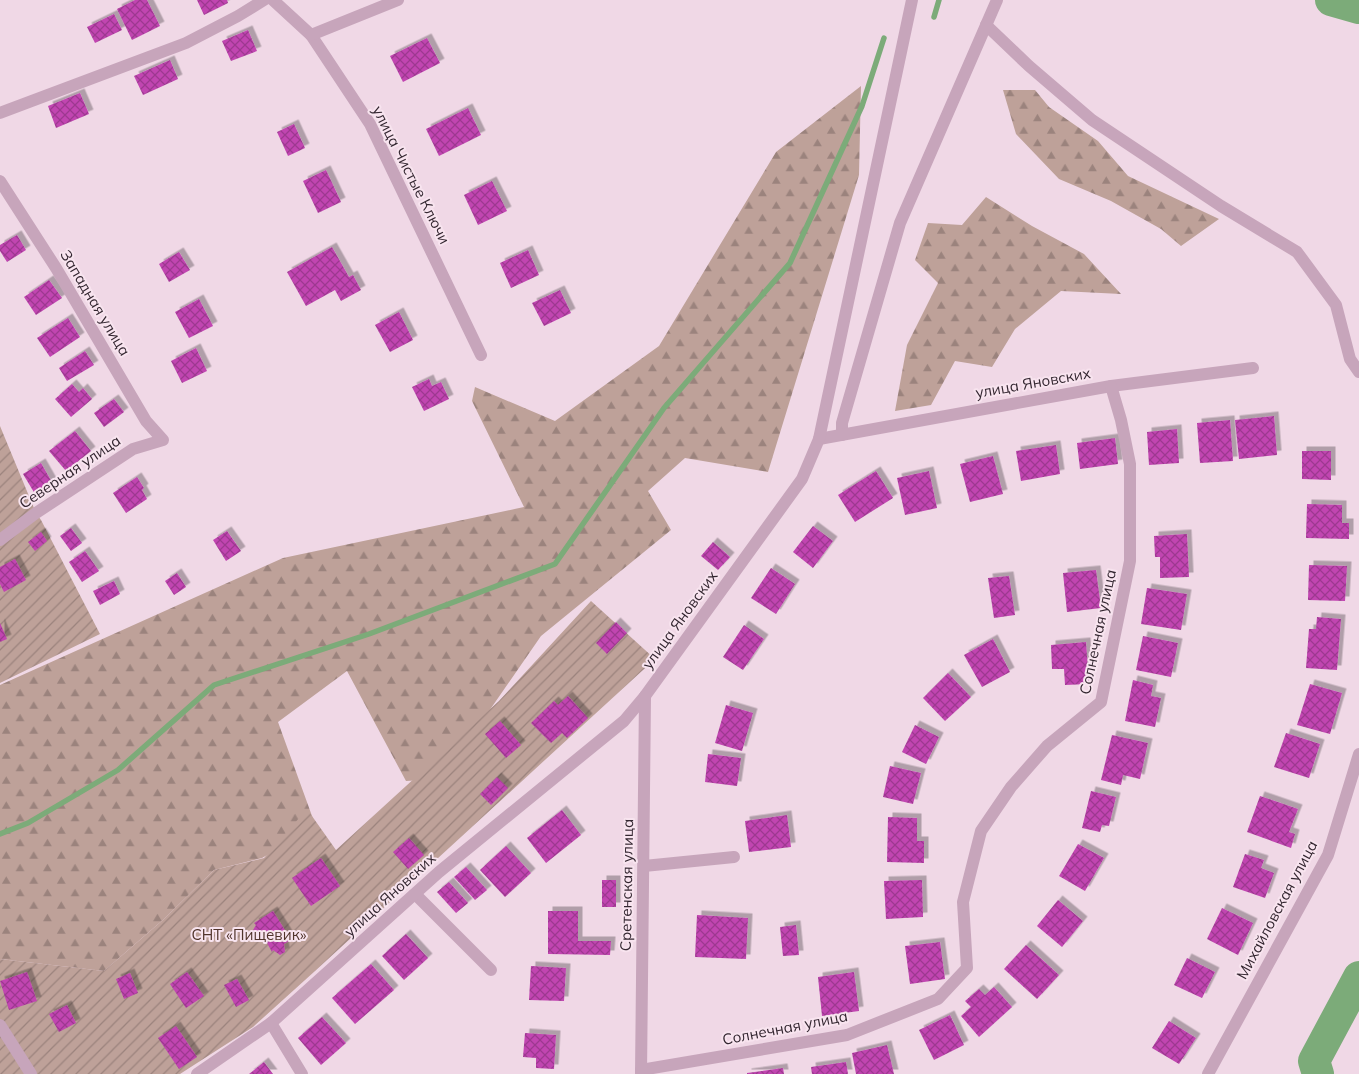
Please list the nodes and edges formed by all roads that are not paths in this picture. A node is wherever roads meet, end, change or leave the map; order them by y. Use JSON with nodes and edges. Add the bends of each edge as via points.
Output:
{"nodes":[{"id":1,"x":264,"y":0,"type":"edge"},
{"id":2,"x":273,"y":0,"type":"edge"},
{"id":3,"x":398,"y":0,"type":"edge"},
{"id":4,"x":912,"y":0,"type":"edge"},
{"id":5,"x":997,"y":0,"type":"edge"},
{"id":6,"x":986,"y":25,"type":"junction"},
{"id":7,"x":311,"y":35,"type":"junction"},
{"id":8,"x":0,"y":113,"type":"edge"},
{"id":9,"x":0,"y":181,"type":"edge"},
{"id":10,"x":481,"y":355,"type":"dead end"},
{"id":11,"x":1253,"y":368,"type":"dead end"},
{"id":12,"x":1359,"y":372,"type":"edge"},
{"id":13,"x":1111,"y":386,"type":"junction"},
{"id":14,"x":842,"y":435,"type":"junction"},
{"id":15,"x":819,"y":439,"type":"junction"},
{"id":16,"x":163,"y":440,"type":"joint"},
{"id":17,"x":0,"y":540,"type":"edge"},
{"id":18,"x":646,"y":696,"type":"junction"},
{"id":19,"x":1359,"y":754,"type":"edge"},
{"id":20,"x":734,"y":857,"type":"dead end"},
{"id":21,"x":644,"y":866,"type":"junction"},
{"id":22,"x":415,"y":894,"type":"junction"},
{"id":23,"x":491,"y":970,"type":"dead end"},
{"id":24,"x":271,"y":1023,"type":"junction"},
{"id":25,"x":0,"y":1025,"type":"edge"},
{"id":26,"x":641,"y":1072,"type":"edge"},
{"id":27,"x":30,"y":1074,"type":"edge"},
{"id":28,"x":197,"y":1074,"type":"edge"},
{"id":29,"x":302,"y":1074,"type":"edge"},
{"id":30,"x":1208,"y":1074,"type":"edge"}],
"edges":[{"from":1,"to":8,"type":"street","via":[[186,43]]},
{"from":2,"to":7,"type":"street","name":"улица Чистые Ключи"},
{"from":3,"to":7,"type":"street"},
{"from":4,"to":15,"type":"street"},
{"from":5,"to":6,"type":"street"},
{"from":6,"to":12,"type":"street","via":[[1092,120],[1297,252],[1336,305],[1350,360]]},
{"from":6,"to":14,"type":"street","via":[[900,223],[842,423]]},
{"from":7,"to":10,"type":"street","name":"улица Чистые Ключи","via":[[370,124]]},
{"from":9,"to":16,"type":"street","name":"Западная улица","via":[[146,420]]},
{"from":11,"to":13,"type":"street","name":"улица Яновских"},
{"from":13,"to":14,"type":"street","name":"улица Яновских"},
{"from":13,"to":26,"type":"street","name":"Солнечная улица","via":[[1130,464],[1130,561],[1101,702],[1047,746],[1011,787],[981,831],[963,902],[967,968],[938,999],[847,1035]]},
{"from":14,"to":15,"type":"street","name":"улица Яновских"},
{"from":15,"to":18,"type":"street","name":"улица Яновских","via":[[802,479]]},
{"from":16,"to":17,"type":"street","name":"Северная улица","via":[[133,449]]},
{"from":18,"to":21,"type":"street","name":"Сретенская улица"},
{"from":18,"to":22,"type":"street","name":"улица Яновских","via":[[624,720]]},
{"from":19,"to":30,"type":"street","name":"Михайловская улица","via":[[1328,855]]},
{"from":20,"to":21,"type":"street"},
{"from":21,"to":26,"type":"street","name":"Сретенская улица"},
{"from":22,"to":23,"type":"street"},
{"from":22,"to":24,"type":"street","name":"улица Яновских"},
{"from":24,"to":28,"type":"street","name":"улица Яновских"},
{"from":24,"to":29,"type":"street"},
{"from":25,"to":27,"type":"street"}]}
------------------------------------------------------------------------
Each record above is to be returned unchanged, while any picture it holds stays out.

# [Result of this task]
Please list the nodes and edges formed by all roads that are not paths in this picture. A node is wherever roads meet, end, change or leave the map; order them by y. Use JSON with nodes and edges. Add the bends of each edge as via points.
Output:
{"nodes":[{"id":1,"x":264,"y":0,"type":"edge"},
{"id":2,"x":273,"y":0,"type":"edge"},
{"id":3,"x":398,"y":0,"type":"edge"},
{"id":4,"x":912,"y":0,"type":"edge"},
{"id":5,"x":997,"y":0,"type":"edge"},
{"id":6,"x":986,"y":25,"type":"junction"},
{"id":7,"x":311,"y":35,"type":"junction"},
{"id":8,"x":0,"y":113,"type":"edge"},
{"id":9,"x":0,"y":181,"type":"edge"},
{"id":10,"x":481,"y":355,"type":"dead end"},
{"id":11,"x":1253,"y":368,"type":"dead end"},
{"id":12,"x":1359,"y":372,"type":"edge"},
{"id":13,"x":1111,"y":386,"type":"junction"},
{"id":14,"x":842,"y":435,"type":"junction"},
{"id":15,"x":819,"y":439,"type":"junction"},
{"id":16,"x":163,"y":440,"type":"joint"},
{"id":17,"x":0,"y":540,"type":"edge"},
{"id":18,"x":646,"y":696,"type":"junction"},
{"id":19,"x":1359,"y":754,"type":"edge"},
{"id":20,"x":734,"y":857,"type":"dead end"},
{"id":21,"x":644,"y":866,"type":"junction"},
{"id":22,"x":415,"y":894,"type":"junction"},
{"id":23,"x":491,"y":970,"type":"dead end"},
{"id":24,"x":271,"y":1023,"type":"junction"},
{"id":25,"x":0,"y":1025,"type":"edge"},
{"id":26,"x":641,"y":1072,"type":"edge"},
{"id":27,"x":30,"y":1074,"type":"edge"},
{"id":28,"x":197,"y":1074,"type":"edge"},
{"id":29,"x":302,"y":1074,"type":"edge"},
{"id":30,"x":1208,"y":1074,"type":"edge"}],
"edges":[{"from":1,"to":8,"type":"street","via":[[186,43]]},
{"from":2,"to":7,"type":"street","name":"улица Чистые Ключи"},
{"from":3,"to":7,"type":"street"},
{"from":4,"to":15,"type":"street"},
{"from":5,"to":6,"type":"street"},
{"from":6,"to":12,"type":"street","via":[[1092,120],[1297,252],[1336,305],[1350,360]]},
{"from":6,"to":14,"type":"street","via":[[900,223],[842,423]]},
{"from":7,"to":10,"type":"street","name":"улица Чистые Ключи","via":[[370,124]]},
{"from":9,"to":16,"type":"street","name":"Западная улица","via":[[146,420]]},
{"from":11,"to":13,"type":"street","name":"улица Яновских"},
{"from":13,"to":14,"type":"street","name":"улица Яновских"},
{"from":13,"to":26,"type":"street","name":"Солнечная улица","via":[[1130,464],[1130,561],[1101,702],[1047,746],[1011,787],[981,831],[963,902],[967,968],[938,999],[847,1035]]},
{"from":14,"to":15,"type":"street","name":"улица Яновских"},
{"from":15,"to":18,"type":"street","name":"улица Яновских","via":[[802,479]]},
{"from":16,"to":17,"type":"street","name":"Северная улица","via":[[133,449]]},
{"from":18,"to":21,"type":"street","name":"Сретенская улица"},
{"from":18,"to":22,"type":"street","name":"улица Яновских","via":[[624,720]]},
{"from":19,"to":30,"type":"street","name":"Михайловская улица","via":[[1328,855]]},
{"from":20,"to":21,"type":"street"},
{"from":21,"to":26,"type":"street","name":"Сретенская улица"},
{"from":22,"to":23,"type":"street"},
{"from":22,"to":24,"type":"street","name":"улица Яновских"},
{"from":24,"to":28,"type":"street","name":"улица Яновских"},
{"from":24,"to":29,"type":"street"},
{"from":25,"to":27,"type":"street"}]}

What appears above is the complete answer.